As we know, that surge would prove ephemeral – they were already on the slide before they were overwhelmed the next year by the Falklands factor – but when the Alliance score settled down, it did so into the low-20s that would be a decent benchmark for the Lib Dems through to the point when they finally succeeded in entering government. It did, however, prove that there were a huge number of people willing to support parties other than the old Big Two, even if in the end they didn’t actually do so.
Furthermore, as the years went on, and other parties such as the Greens, UKIP and the SNP became stronger, the narrative of the breakdown of the Two Party System became an acknowledged truth. By 2010, the share of the two big parties was down to 65%.
And then something odd happened: the smaller parties suddenly lost half their votes.
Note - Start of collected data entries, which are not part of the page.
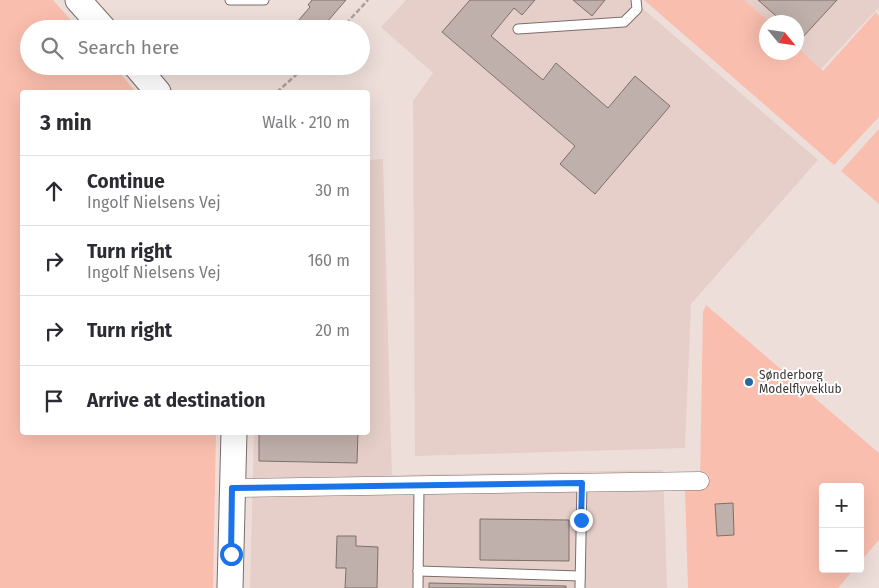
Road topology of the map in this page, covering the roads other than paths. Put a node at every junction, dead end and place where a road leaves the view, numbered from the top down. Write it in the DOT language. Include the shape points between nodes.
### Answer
graph roads {
  1 [pos="78,0"];
  2 [pos="230,0"];
  3 [pos="264,0"];
  4 [pos="636,0"];
  5 [pos="249,1"];
  6 [pos="96,20"];
  7 [pos="518,30"];
  8 [pos="144,75"];
  9 [pos="156,90"];
  10 [pos="234,435"];
  11 [pos="700,481"];
  12 [pos="582,483"];
  13 [pos="419,485"];
  14 [pos="232,488"];
  15 [pos="418,571"];
  16 [pos="580,576"];
  17 [pos="230,588"];
  18 [pos="418,588"];
  19 [pos="580,588"];
  1 -- 6 [label="street"];
  2 -- 5 [label="lane"];
  3 -- 5 [label="lane"];
  4 -- 7 [label="lane" via="636,9 624,22"];
  8 -- 9 [label="street"];
  10 -- 14 [label="street"];
  11 -- 12 [label="street"];
  12 -- 13 [label="street"];
  12 -- 16 [label="lane"];
  13 -- 14 [label="street"];
  13 -- 15 [label="lane"];
  14 -- 17 [label="street"];
  15 -- 16 [label="lane"];
  15 -- 18 [label="lane"];
  16 -- 19 [label="lane"];
}
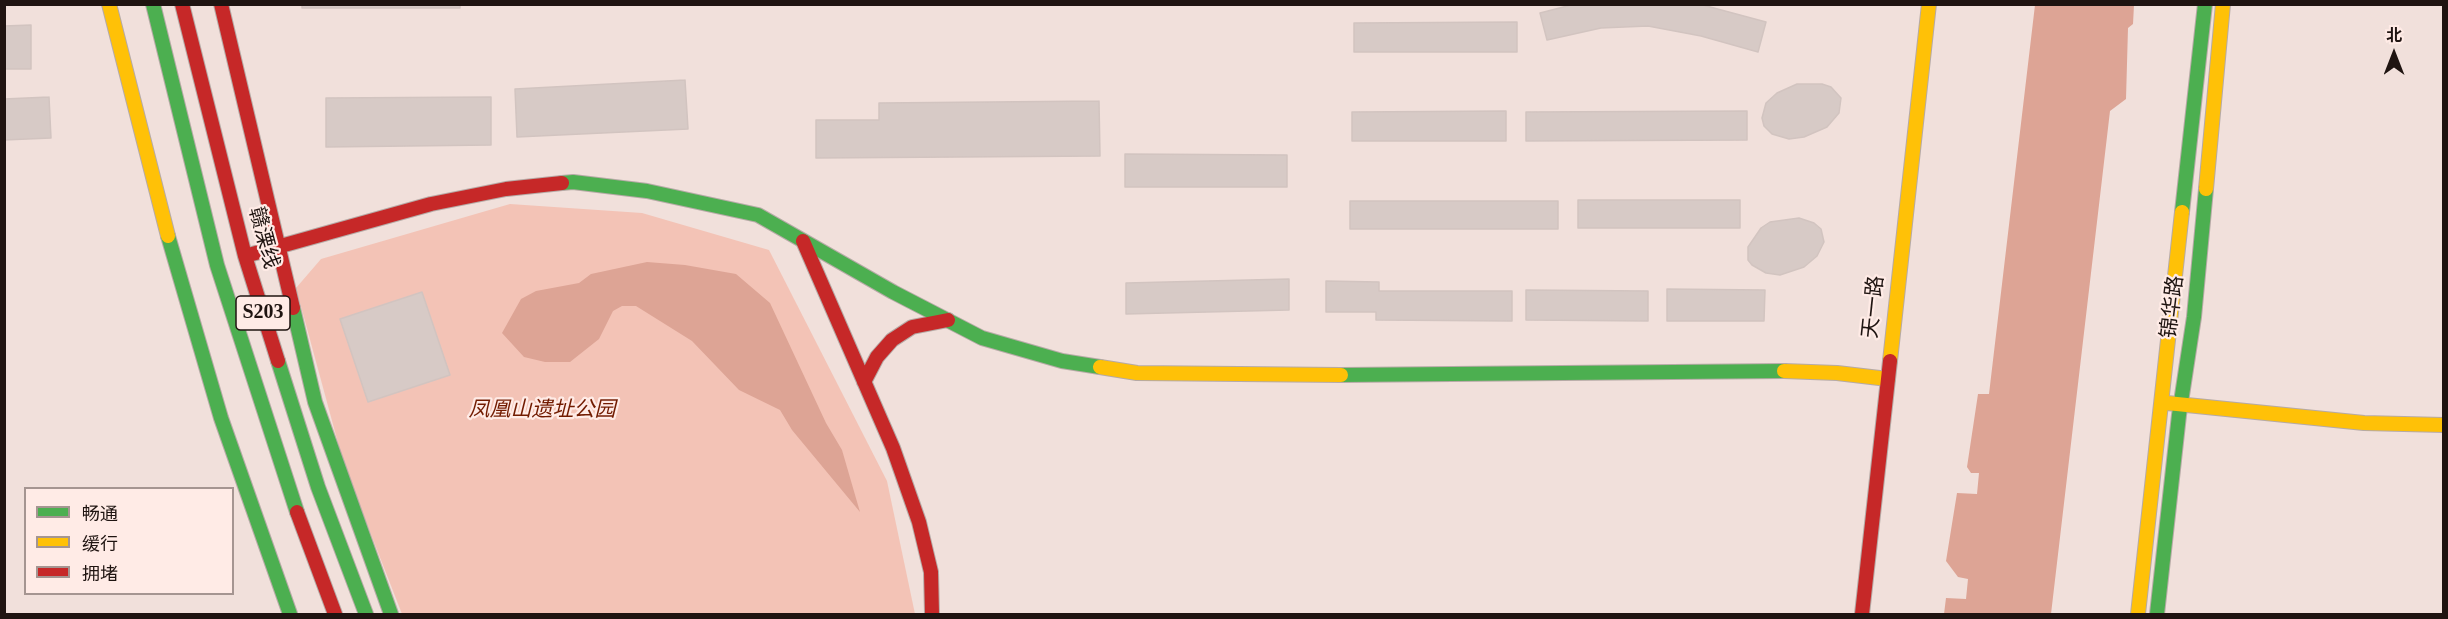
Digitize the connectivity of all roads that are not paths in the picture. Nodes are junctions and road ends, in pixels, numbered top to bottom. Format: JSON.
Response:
{"nodes":[{"id":1,"x":109,"y":4,"type":"edge"},
{"id":2,"x":153,"y":4,"type":"edge"},
{"id":3,"x":182,"y":4,"type":"edge"},
{"id":4,"x":221,"y":4,"type":"edge"},
{"id":5,"x":1929,"y":4,"type":"edge"},
{"id":6,"x":2205,"y":4,"type":"edge"},
{"id":7,"x":2223,"y":4,"type":"edge"},
{"id":8,"x":803,"y":241,"type":"junction"},
{"id":9,"x":279,"y":246,"type":"junction"},
{"id":10,"x":245,"y":256,"type":"junction"},
{"id":11,"x":948,"y":320,"type":"junction"},
{"id":12,"x":1888,"y":379,"type":"junction"},
{"id":13,"x":864,"y":382,"type":"junction"},
{"id":14,"x":2160,"y":402,"type":"junction"},
{"id":15,"x":2180,"y":404,"type":"junction"},
{"id":16,"x":2444,"y":425,"type":"edge"},
{"id":17,"x":290,"y":615,"type":"edge"},
{"id":18,"x":335,"y":615,"type":"edge"},
{"id":19,"x":366,"y":615,"type":"edge"},
{"id":20,"x":392,"y":615,"type":"edge"},
{"id":21,"x":932,"y":615,"type":"edge"},
{"id":22,"x":1862,"y":615,"type":"edge"},
{"id":23,"x":2138,"y":615,"type":"edge"},
{"id":24,"x":2157,"y":615,"type":"edge"}],
"edges":[{"from":1,"to":17,"type":"street"},
{"from":2,"to":18,"type":"street","number":"S203"},
{"from":3,"to":10,"type":"street","name":"赣溧线","number":"S203"},
{"from":4,"to":9,"type":"street"},
{"from":5,"to":12,"type":"street","name":"天一路"},
{"from":6,"to":14,"type":"street","name":"锦华路"},
{"from":7,"to":15,"type":"street","name":"锦华路"},
{"from":8,"to":9,"type":"street"},
{"from":8,"to":11,"type":"street"},
{"from":8,"to":13,"type":"street"},
{"from":9,"to":10,"type":"street"},
{"from":9,"to":20,"type":"street"},
{"from":10,"to":19,"type":"street","name":"赣溧线","number":"S203"},
{"from":11,"to":12,"type":"street"},
{"from":11,"to":13,"type":"street"},
{"from":12,"to":22,"type":"street","name":"天一路"},
{"from":13,"to":21,"type":"street"},
{"from":14,"to":15,"type":"street"},
{"from":14,"to":23,"type":"street","name":"锦华路"},
{"from":15,"to":16,"type":"street"},
{"from":15,"to":24,"type":"street","name":"锦华路"}]}
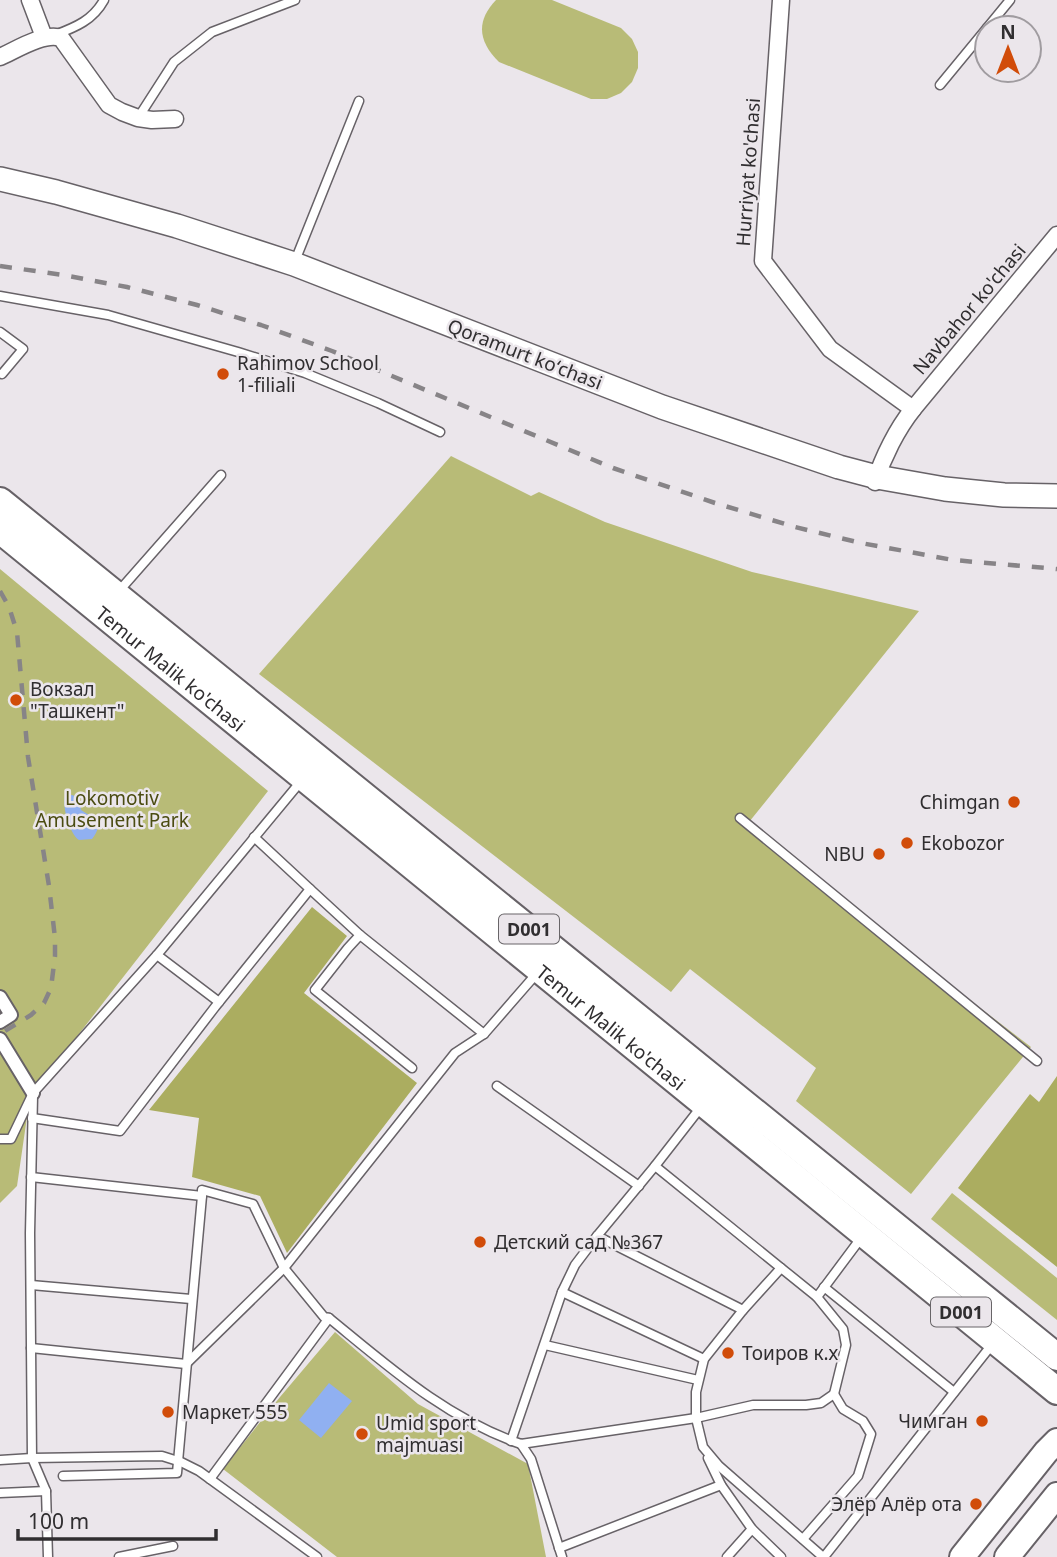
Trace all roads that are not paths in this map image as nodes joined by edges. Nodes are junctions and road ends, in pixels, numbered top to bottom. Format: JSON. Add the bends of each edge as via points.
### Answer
{"nodes":[{"id":1,"x":30,"y":0,"type":"edge"},
{"id":2,"x":104,"y":0,"type":"edge"},
{"id":3,"x":295,"y":0,"type":"edge"},
{"id":4,"x":781,"y":0,"type":"edge"},
{"id":5,"x":1010,"y":0,"type":"edge"},
{"id":6,"x":998,"y":14,"type":"edge"},
{"id":7,"x":49,"y":36,"type":"junction"},
{"id":8,"x":973,"y":45,"type":"edge"},
{"id":9,"x":0,"y":57,"type":"edge"},
{"id":10,"x":940,"y":85,"type":"dead end"},
{"id":11,"x":359,"y":101,"type":"dead end"},
{"id":12,"x":138,"y":118,"type":"junction"},
{"id":13,"x":175,"y":119,"type":"dead end"},
{"id":14,"x":0,"y":179,"type":"edge"},
{"id":15,"x":0,"y":191,"type":"edge"},
{"id":16,"x":1057,"y":235,"type":"edge"},
{"id":17,"x":294,"y":264,"type":"junction"},
{"id":18,"x":0,"y":296,"type":"edge"},
{"id":19,"x":0,"y":332,"type":"edge"},
{"id":20,"x":2,"y":374,"type":"dead end"},
{"id":21,"x":913,"y":409,"type":"junction"},
{"id":22,"x":440,"y":432,"type":"dead end"},
{"id":23,"x":221,"y":475,"type":"dead end"},
{"id":24,"x":876,"y":480,"type":"junction"},
{"id":25,"x":1057,"y":496,"type":"edge"},
{"id":26,"x":0,"y":500,"type":"edge"},
{"id":27,"x":1057,"y":501,"type":"edge"},
{"id":28,"x":0,"y":530,"type":"edge"},
{"id":29,"x":116,"y":594,"type":"junction"},
{"id":30,"x":304,"y":778,"type":"junction"},
{"id":31,"x":740,"y":818,"type":"dead end"},
{"id":32,"x":379,"y":824,"type":"junction"},
{"id":33,"x":254,"y":836,"type":"junction"},
{"id":34,"x":310,"y":889,"type":"junction"},
{"id":35,"x":474,"y":901,"type":"junction"},
{"id":36,"x":360,"y":936,"type":"junction"},
{"id":37,"x":157,"y":955,"type":"junction"},
{"id":38,"x":540,"y":970,"type":"junction"},
{"id":39,"x":0,"y":996,"type":"edge"},
{"id":40,"x":219,"y":1002,"type":"junction"},
{"id":41,"x":0,"y":1022,"type":"edge"},
{"id":42,"x":484,"y":1034,"type":"junction"},
{"id":43,"x":1,"y":1041,"type":"edge"},
{"id":44,"x":1037,"y":1061,"type":"dead end"},
{"id":45,"x":412,"y":1068,"type":"dead end"},
{"id":46,"x":497,"y":1086,"type":"dead end"},
{"id":47,"x":33,"y":1093,"type":"junction"},
{"id":48,"x":704,"y":1103,"type":"junction"},
{"id":49,"x":32,"y":1118,"type":"junction"},
{"id":50,"x":0,"y":1139,"type":"edge"},
{"id":51,"x":655,"y":1166,"type":"junction"},
{"id":52,"x":31,"y":1177,"type":"junction"},
{"id":53,"x":639,"y":1186,"type":"junction"},
{"id":54,"x":202,"y":1196,"type":"junction"},
{"id":55,"x":864,"y":1234,"type":"junction"},
{"id":56,"x":597,"y":1236,"type":"junction"},
{"id":57,"x":284,"y":1268,"type":"junction"},
{"id":58,"x":781,"y":1268,"type":"junction"},
{"id":59,"x":31,"y":1285,"type":"junction"},
{"id":60,"x":824,"y":1287,"type":"junction"},
{"id":61,"x":562,"y":1292,"type":"junction"},
{"id":62,"x":817,"y":1297,"type":"junction"},
{"id":63,"x":191,"y":1299,"type":"junction"},
{"id":64,"x":743,"y":1310,"type":"junction"},
{"id":65,"x":329,"y":1318,"type":"junction"},
{"id":66,"x":995,"y":1340,"type":"junction"},
{"id":67,"x":545,"y":1345,"type":"junction"},
{"id":68,"x":31,"y":1348,"type":"junction"},
{"id":69,"x":1057,"y":1357,"type":"edge"},
{"id":70,"x":704,"y":1359,"type":"junction"},
{"id":71,"x":186,"y":1364,"type":"junction"},
{"id":72,"x":698,"y":1380,"type":"junction"},
{"id":73,"x":1057,"y":1391,"type":"edge"},
{"id":74,"x":954,"y":1392,"type":"junction"},
{"id":75,"x":834,"y":1394,"type":"junction"},
{"id":76,"x":696,"y":1418,"type":"junction"},
{"id":77,"x":511,"y":1441,"type":"junction"},
{"id":78,"x":1057,"y":1441,"type":"edge"},
{"id":79,"x":521,"y":1444,"type":"junction"},
{"id":80,"x":703,"y":1447,"type":"junction"},
{"id":81,"x":32,"y":1458,"type":"junction"},
{"id":82,"x":0,"y":1460,"type":"edge"},
{"id":83,"x":177,"y":1461,"type":"junction"},
{"id":84,"x":62,"y":1476,"type":"dead end"},
{"id":85,"x":210,"y":1479,"type":"junction"},
{"id":86,"x":721,"y":1485,"type":"junction"},
{"id":87,"x":46,"y":1490,"type":"junction"},
{"id":88,"x":0,"y":1493,"type":"edge"},
{"id":89,"x":1057,"y":1495,"type":"edge"},
{"id":90,"x":752,"y":1530,"type":"junction"},
{"id":91,"x":803,"y":1539,"type":"junction"},
{"id":92,"x":173,"y":1546,"type":"dead end"},
{"id":93,"x":561,"y":1553,"type":"edge"},
{"id":94,"x":48,"y":1557,"type":"edge"},
{"id":95,"x":119,"y":1557,"type":"edge"},
{"id":96,"x":317,"y":1557,"type":"edge"},
{"id":97,"x":727,"y":1557,"type":"edge"},
{"id":98,"x":781,"y":1557,"type":"edge"},
{"id":99,"x":824,"y":1557,"type":"edge"},
{"id":100,"x":962,"y":1557,"type":"edge"},
{"id":101,"x":1007,"y":1557,"type":"edge"}],
"edges":[{"from":1,"to":7,"type":"street"},
{"from":2,"to":7,"type":"lane","via":[[97,13]]},
{"from":3,"to":12,"type":"lane","via":[[212,32],[174,62]]},
{"from":4,"to":21,"type":"street","name":"Hurriyat ko'chasi","via":[[764,261],[830,349]]},
{"from":5,"to":6,"type":"lane"},
{"from":7,"to":9,"type":"street"},
{"from":7,"to":12,"type":"street","via":[[61,38],[109,104]]},
{"from":8,"to":10,"type":"lane"},
{"from":11,"to":17,"type":"lane"},
{"from":12,"to":13,"type":"street"},
{"from":14,"to":17,"type":"main road","name":"Qoramurt koʻchasi","via":[[177,226]]},
{"from":15,"to":24,"type":"main road","name":"Qoramurt koʻchasi","via":[[132,224],[264,265],[802,462]]},
{"from":16,"to":21,"type":"street","name":"Navbahor ko'chasi"},
{"from":17,"to":24,"type":"main road","name":"Qoramurt koʻchasi","via":[[662,407]]},
{"from":18,"to":22,"type":"lane","via":[[108,315],[238,352],[305,373]]},
{"from":19,"to":20,"type":"lane","via":[[23,349]]},
{"from":21,"to":24,"type":"street"},
{"from":23,"to":29,"type":"lane"},
{"from":24,"to":25,"type":"main road","name":"Qoramurt koʻchasi"},
{"from":24,"to":27,"type":"main road","name":"Qoramurt koʻchasi","via":[[976,498]]},
{"from":26,"to":29,"type":"highway","name":"Temur Malik ko'chasi","number":"D001"},
{"from":28,"to":30,"type":"highway","name":"Temur Malik ko'chasi","number":"D001"},
{"from":29,"to":32,"type":"highway","name":"Temur Malik ko'chasi","number":"D001"},
{"from":30,"to":32,"type":"highway","name":"Temur Malik ko'chasi","number":"D001"},
{"from":30,"to":33,"type":"lane"},
{"from":31,"to":44,"type":"lane"},
{"from":32,"to":35,"type":"highway","name":"Temur Malik ko'chasi","number":"D001"},
{"from":33,"to":34,"type":"lane"},
{"from":33,"to":37,"type":"lane"},
{"from":34,"to":36,"type":"lane"},
{"from":34,"to":40,"type":"lane"},
{"from":35,"to":38,"type":"highway","name":"Temur Malik ko'chasi","number":"D001"},
{"from":35,"to":69,"type":"highway","name":"Temur Malik ko'chasi","number":"D001"},
{"from":36,"to":42,"type":"lane"},
{"from":36,"to":45,"type":"lane","via":[[315,990]]},
{"from":37,"to":40,"type":"lane"},
{"from":37,"to":47,"type":"lane"},
{"from":38,"to":42,"type":"lane"},
{"from":38,"to":48,"type":"highway","name":"Temur Malik ko'chasi","number":"D001"},
{"from":39,"to":41,"type":"street","via":[[11,1016]]},
{"from":40,"to":49,"type":"lane","via":[[120,1131]]},
{"from":42,"to":57,"type":"lane","via":[[455,1053]]},
{"from":43,"to":47,"type":"street"},
{"from":46,"to":53,"type":"lane"},
{"from":47,"to":49,"type":"lane"},
{"from":47,"to":50,"type":"lane","via":[[11,1139]]},
{"from":48,"to":51,"type":"lane"},
{"from":48,"to":55,"type":"highway","name":"Temur Malik ko'chasi","number":"D001"},
{"from":49,"to":52,"type":"lane"},
{"from":51,"to":53,"type":"lane"},
{"from":51,"to":58,"type":"lane"},
{"from":52,"to":54,"type":"lane"},
{"from":52,"to":59,"type":"lane"},
{"from":53,"to":56,"type":"lane"},
{"from":54,"to":57,"type":"lane","via":[[202,1190],[253,1204]]},
{"from":54,"to":63,"type":"lane"},
{"from":55,"to":60,"type":"lane"},
{"from":55,"to":66,"type":"highway","name":"Temur Malik ko'chasi","number":"D001"},
{"from":56,"to":61,"type":"lane"},
{"from":56,"to":64,"type":"lane"},
{"from":57,"to":65,"type":"lane"},
{"from":57,"to":71,"type":"lane"},
{"from":58,"to":62,"type":"lane"},
{"from":58,"to":64,"type":"lane"},
{"from":59,"to":63,"type":"lane"},
{"from":59,"to":68,"type":"lane"},
{"from":60,"to":62,"type":"lane"},
{"from":60,"to":74,"type":"lane"},
{"from":61,"to":67,"type":"lane"},
{"from":61,"to":70,"type":"lane"},
{"from":62,"to":75,"type":"lane","via":[[843,1329],[846,1345]]},
{"from":63,"to":71,"type":"lane"},
{"from":64,"to":70,"type":"lane"},
{"from":65,"to":77,"type":"lane","via":[[443,1407]]},
{"from":65,"to":85,"type":"lane"},
{"from":66,"to":73,"type":"highway","name":"Temur Malik ko'chasi","number":"D001"},
{"from":66,"to":74,"type":"lane"},
{"from":67,"to":72,"type":"lane"},
{"from":67,"to":77,"type":"lane"},
{"from":68,"to":71,"type":"lane"},
{"from":68,"to":81,"type":"lane"},
{"from":70,"to":72,"type":"lane"},
{"from":71,"to":83,"type":"lane"},
{"from":72,"to":76,"type":"lane"},
{"from":74,"to":99,"type":"lane"},
{"from":75,"to":76,"type":"lane","via":[[821,1403],[753,1405]]},
{"from":75,"to":91,"type":"lane","via":[[843,1409],[863,1421],[871,1434],[858,1476]]},
{"from":76,"to":79,"type":"lane"},
{"from":76,"to":80,"type":"lane"},
{"from":77,"to":79,"type":"lane"},
{"from":78,"to":100,"type":"main road"},
{"from":79,"to":93,"type":"lane","via":[[531,1459]]},
{"from":80,"to":86,"type":"lane"},
{"from":80,"to":91,"type":"lane"},
{"from":81,"to":82,"type":"lane"},
{"from":81,"to":83,"type":"lane","via":[[162,1456]]},
{"from":81,"to":87,"type":"lane"},
{"from":83,"to":84,"type":"lane","via":[[177,1473]]},
{"from":83,"to":85,"type":"lane"},
{"from":85,"to":96,"type":"lane"},
{"from":86,"to":90,"type":"lane"},
{"from":86,"to":93,"type":"lane"},
{"from":87,"to":88,"type":"lane"},
{"from":87,"to":94,"type":"lane"},
{"from":89,"to":101,"type":"main road"},
{"from":90,"to":97,"type":"lane"},
{"from":90,"to":98,"type":"lane"},
{"from":91,"to":99,"type":"lane"},
{"from":92,"to":95,"type":"lane"}]}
That of itself wasn’t all that odd: the combination of the Coalition and Brexit was always likely to prove extremely challenging for Lib Dems and UKIP respectively.
No, the odd thing is that despite the political world moving on at an unusually rapid pace, despite Labour being led by an over-promoted rebellious far-left backbencher, and despite the Tories being headed by an chief administrator rather than a leader, Labour and the Conservatives continue to poll 80-85%. Even with all the opportunities of those circumstances, the rest have made no impact as all.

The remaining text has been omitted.